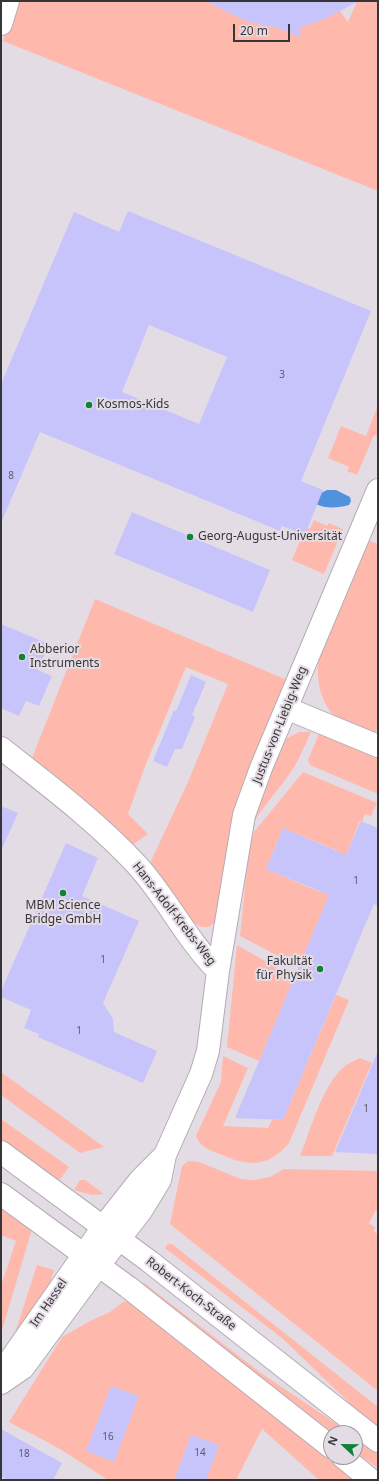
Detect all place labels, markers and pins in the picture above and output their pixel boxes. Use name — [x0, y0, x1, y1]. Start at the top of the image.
place label: Kosmos-Kids — [97, 398, 169, 412]
marker: Kosmos-Kids — [84, 400, 94, 410]
place label: Georg-August-Universität — [198, 530, 342, 544]
marker: Georg-August-Universität — [185, 532, 195, 542]
place label: Abberior Instruments — [30, 643, 99, 671]
marker: Abberior Instruments — [17, 652, 27, 662]
marker: MBM Science Bridge GmbH — [58, 888, 68, 898]
place label: MBM Science Bridge GmbH — [25, 899, 101, 927]
place label: Fakultät für Physik — [256, 955, 312, 983]
marker: Fakultät für Physik — [315, 964, 325, 974]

____

— PROBLEM DETAILS —
With the pictures omitted, restate every entry above word for word.

— SOLUTION FOR THIS TASK —
Detect all place labels, markers and pins in the picture above and output their pixel boxes. Use name — [x0, y0, x1, y1]. Start at the top of the image.
place label: Kosmos-Kids — [97, 398, 169, 412]
marker: Kosmos-Kids — [84, 400, 94, 410]
place label: Georg-August-Universität — [198, 530, 342, 544]
marker: Georg-August-Universität — [185, 532, 195, 542]
place label: Abberior Instruments — [30, 643, 99, 671]
marker: Abberior Instruments — [17, 652, 27, 662]
marker: MBM Science Bridge GmbH — [58, 888, 68, 898]
place label: MBM Science Bridge GmbH — [25, 899, 101, 927]
place label: Fakultät für Physik — [256, 955, 312, 983]
marker: Fakultät für Physik — [315, 964, 325, 974]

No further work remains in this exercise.